::: Entries supplied :::

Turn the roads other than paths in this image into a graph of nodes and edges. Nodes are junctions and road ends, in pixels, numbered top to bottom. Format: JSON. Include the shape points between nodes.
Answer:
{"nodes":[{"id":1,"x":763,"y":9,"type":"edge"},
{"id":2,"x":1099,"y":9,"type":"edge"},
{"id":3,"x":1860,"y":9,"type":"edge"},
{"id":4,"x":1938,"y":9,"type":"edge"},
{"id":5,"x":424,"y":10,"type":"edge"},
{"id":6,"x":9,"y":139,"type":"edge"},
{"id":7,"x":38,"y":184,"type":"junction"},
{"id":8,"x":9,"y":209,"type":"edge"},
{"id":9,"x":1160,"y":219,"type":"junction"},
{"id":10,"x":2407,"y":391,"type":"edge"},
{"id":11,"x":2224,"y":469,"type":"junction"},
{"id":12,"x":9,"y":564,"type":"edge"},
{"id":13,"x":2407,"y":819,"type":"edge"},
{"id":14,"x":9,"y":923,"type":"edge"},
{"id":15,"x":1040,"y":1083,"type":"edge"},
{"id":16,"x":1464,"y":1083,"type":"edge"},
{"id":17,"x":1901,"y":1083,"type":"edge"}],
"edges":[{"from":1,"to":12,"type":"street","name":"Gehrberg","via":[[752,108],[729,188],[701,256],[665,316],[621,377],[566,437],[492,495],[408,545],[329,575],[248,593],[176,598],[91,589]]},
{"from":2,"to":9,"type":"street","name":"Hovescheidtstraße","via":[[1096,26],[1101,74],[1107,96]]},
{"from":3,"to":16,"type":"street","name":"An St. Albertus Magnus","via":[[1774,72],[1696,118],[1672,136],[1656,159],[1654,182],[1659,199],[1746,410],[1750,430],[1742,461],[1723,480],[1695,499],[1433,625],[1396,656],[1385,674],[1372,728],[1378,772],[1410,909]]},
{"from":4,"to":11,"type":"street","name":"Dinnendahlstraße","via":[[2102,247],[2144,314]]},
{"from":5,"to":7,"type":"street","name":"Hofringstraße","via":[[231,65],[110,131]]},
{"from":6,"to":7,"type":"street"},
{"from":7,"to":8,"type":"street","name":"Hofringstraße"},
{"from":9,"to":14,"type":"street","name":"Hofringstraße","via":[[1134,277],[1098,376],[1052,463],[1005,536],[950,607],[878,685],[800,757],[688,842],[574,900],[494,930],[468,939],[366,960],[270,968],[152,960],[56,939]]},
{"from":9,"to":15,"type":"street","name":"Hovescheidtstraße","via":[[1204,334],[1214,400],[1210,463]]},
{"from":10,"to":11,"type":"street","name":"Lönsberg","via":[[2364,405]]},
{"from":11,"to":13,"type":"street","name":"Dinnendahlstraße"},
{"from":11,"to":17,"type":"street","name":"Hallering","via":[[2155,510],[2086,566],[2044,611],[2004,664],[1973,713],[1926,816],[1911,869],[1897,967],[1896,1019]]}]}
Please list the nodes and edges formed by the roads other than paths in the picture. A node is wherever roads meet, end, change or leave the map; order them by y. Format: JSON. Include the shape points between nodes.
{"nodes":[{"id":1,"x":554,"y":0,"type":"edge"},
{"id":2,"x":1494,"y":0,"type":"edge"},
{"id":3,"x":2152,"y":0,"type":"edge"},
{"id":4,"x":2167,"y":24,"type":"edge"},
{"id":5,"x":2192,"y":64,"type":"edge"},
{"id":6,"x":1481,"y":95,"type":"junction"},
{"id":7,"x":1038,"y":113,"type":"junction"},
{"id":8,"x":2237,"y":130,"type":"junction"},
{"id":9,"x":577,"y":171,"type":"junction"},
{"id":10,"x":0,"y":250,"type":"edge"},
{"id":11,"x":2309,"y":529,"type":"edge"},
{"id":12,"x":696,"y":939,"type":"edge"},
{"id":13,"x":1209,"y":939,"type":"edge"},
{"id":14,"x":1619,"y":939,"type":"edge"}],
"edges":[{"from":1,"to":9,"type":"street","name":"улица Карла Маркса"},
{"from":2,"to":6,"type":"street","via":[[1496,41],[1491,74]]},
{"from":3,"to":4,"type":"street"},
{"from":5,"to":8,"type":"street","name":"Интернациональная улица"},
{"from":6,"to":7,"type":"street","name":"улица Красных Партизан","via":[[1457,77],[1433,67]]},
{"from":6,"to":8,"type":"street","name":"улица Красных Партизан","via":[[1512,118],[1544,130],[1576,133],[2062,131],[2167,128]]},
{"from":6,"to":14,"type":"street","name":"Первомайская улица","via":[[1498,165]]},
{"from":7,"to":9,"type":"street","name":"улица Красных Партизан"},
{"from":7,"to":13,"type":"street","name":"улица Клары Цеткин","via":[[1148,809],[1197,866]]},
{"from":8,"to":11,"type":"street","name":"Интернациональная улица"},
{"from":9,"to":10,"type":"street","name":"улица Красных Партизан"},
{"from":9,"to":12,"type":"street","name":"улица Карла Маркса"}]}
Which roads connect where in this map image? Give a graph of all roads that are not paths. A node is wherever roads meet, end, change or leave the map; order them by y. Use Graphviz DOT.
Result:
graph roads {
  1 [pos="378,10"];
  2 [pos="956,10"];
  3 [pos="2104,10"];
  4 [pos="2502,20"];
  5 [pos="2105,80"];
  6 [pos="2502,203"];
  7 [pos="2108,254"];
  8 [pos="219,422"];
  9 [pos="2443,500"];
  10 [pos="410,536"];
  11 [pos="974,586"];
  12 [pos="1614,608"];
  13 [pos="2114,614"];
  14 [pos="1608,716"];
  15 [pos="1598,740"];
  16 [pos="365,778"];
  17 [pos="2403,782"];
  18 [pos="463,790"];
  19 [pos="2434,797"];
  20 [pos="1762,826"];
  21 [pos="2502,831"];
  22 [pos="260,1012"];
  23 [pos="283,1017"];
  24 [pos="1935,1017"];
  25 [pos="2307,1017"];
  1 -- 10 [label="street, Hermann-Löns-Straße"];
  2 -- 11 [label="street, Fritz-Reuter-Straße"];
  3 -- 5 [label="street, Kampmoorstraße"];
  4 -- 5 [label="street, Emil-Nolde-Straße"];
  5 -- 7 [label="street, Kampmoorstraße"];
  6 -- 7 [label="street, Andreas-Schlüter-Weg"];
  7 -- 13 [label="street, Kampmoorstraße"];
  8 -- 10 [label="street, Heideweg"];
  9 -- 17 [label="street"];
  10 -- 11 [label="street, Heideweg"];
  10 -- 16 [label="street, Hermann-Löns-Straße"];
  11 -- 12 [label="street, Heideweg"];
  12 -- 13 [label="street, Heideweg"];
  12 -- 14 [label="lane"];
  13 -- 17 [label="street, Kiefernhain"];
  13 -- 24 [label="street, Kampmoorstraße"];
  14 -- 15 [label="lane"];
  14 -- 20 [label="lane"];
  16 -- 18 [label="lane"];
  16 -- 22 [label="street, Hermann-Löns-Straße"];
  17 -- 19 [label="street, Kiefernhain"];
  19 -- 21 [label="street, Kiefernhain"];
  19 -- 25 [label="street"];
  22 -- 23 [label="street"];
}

:::

- What you are asked to do: Copy each line in the listing where "Интернациональная" appears.

- Written response:
{"from":5,"to":8,"type":"street","name":"Интернациональная улица"},
{"from":8,"to":11,"type":"street","name":"Интернациональная улица"},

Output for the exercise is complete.